Por: Manuel Eduardo Pires
(colaborador do Memórias...e outras coisas...)
Nunca li uma única linha de rousseau. Há muita coisa para ler e o tempo não dá para tudo. No entanto já tropecei nele vezes sem conta e parto do princípio que tenha mesmo dito que as pessoas nascem boazinhas, algo que contradizia o conceito de pecado original até então aceite, e depois se estragam no convívio com a sociedade (quer dizer, com as outras pessoas). Não se podendo avaliar ninguém sem saber o contexto em que afirmou o que afirmou, arrisco ainda assim um pequeno comentário a essa ideia, à primeira vista inocente, mas que quanto a mim tem feito estragos no mundo de há duzentos e cinquenta anos a esta parte.

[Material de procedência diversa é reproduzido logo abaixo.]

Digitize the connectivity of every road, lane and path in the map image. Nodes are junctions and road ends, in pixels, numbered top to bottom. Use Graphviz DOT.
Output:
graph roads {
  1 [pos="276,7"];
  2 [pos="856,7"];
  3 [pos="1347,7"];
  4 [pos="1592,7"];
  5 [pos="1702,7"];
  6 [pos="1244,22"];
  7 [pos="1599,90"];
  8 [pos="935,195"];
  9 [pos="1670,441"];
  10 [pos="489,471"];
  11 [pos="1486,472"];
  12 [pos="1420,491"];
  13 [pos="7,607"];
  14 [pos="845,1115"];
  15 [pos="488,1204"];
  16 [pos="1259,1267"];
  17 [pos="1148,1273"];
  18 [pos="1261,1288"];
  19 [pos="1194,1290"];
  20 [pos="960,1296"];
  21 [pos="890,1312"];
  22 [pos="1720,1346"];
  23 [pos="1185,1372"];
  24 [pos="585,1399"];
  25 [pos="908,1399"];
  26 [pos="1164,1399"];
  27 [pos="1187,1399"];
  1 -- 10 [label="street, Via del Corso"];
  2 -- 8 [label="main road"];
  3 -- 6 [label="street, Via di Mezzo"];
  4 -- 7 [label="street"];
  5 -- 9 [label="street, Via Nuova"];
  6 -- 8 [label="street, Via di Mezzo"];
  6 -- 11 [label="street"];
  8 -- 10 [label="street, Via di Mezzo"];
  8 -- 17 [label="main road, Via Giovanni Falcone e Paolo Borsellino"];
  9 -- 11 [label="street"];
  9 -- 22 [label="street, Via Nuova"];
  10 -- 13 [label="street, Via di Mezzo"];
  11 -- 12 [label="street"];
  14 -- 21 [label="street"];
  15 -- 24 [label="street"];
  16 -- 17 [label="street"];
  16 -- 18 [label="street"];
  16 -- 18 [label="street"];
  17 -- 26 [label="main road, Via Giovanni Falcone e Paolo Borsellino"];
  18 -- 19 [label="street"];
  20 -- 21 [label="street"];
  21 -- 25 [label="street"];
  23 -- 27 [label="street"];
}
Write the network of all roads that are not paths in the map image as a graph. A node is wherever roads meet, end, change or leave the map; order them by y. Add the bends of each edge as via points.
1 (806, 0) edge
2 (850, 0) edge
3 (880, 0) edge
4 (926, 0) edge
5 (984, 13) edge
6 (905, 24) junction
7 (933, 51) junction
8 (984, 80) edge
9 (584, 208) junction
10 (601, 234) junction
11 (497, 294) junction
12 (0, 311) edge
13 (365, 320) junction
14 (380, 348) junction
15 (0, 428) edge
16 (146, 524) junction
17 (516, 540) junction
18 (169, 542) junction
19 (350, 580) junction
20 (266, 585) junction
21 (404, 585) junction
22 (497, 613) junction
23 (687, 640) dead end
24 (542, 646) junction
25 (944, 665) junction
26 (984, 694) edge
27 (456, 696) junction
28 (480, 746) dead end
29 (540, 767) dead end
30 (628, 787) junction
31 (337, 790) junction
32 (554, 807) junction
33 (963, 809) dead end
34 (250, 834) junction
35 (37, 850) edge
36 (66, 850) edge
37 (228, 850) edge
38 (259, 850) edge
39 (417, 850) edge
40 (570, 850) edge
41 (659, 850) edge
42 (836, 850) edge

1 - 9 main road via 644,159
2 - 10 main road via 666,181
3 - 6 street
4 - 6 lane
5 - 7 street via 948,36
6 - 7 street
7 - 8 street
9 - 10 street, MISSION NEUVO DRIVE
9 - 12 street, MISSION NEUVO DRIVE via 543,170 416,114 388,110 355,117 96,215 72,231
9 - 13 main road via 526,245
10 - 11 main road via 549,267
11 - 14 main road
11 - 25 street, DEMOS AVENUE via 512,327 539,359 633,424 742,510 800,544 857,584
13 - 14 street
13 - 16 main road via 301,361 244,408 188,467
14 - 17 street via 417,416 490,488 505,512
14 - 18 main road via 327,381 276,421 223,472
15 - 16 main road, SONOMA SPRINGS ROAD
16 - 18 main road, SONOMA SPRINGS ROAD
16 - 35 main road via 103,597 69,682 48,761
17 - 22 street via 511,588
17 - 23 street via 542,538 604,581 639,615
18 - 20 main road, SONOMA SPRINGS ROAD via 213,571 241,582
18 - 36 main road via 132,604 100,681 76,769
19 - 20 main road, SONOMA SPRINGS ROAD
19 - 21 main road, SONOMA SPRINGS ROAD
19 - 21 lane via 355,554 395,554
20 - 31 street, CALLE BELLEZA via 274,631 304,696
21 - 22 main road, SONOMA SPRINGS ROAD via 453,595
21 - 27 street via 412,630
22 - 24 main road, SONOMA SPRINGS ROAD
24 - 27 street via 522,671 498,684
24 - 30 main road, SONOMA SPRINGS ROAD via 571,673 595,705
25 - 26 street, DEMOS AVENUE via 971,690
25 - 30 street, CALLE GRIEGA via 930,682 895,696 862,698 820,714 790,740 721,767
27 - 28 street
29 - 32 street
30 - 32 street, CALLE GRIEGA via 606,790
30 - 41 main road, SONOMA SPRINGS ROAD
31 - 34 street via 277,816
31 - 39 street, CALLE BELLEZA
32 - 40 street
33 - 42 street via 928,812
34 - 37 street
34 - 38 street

É certo que do seu ponto de vista, adotado depois pelas esquerdas, o indivíduo é considerado corrompido. Mas não tem que se preocupar, pois a culpa cabe inteirinha aos outros indivíduos. Alguém sugeriu que não existe coisa tão idiota que não possa ser dita por um filósofo, o que me parece ter sido o caso. Se fôssemos paridos em estado de natural bondade e depois nos metessem à força no meio de seres alienígenas que, tendo em vista uma experiência científica qualquer, nos arrastassem aos caminhos do mal para ver o efeito, até se poderia aceitar essa teoria a que poderíamos chamar “das más companhias”. Que também se justificaria no caso de haver duas humanidades, uma malévola que formasse os grupos e as instituições e outra que se limitasse a deambular passivamente dentro deles.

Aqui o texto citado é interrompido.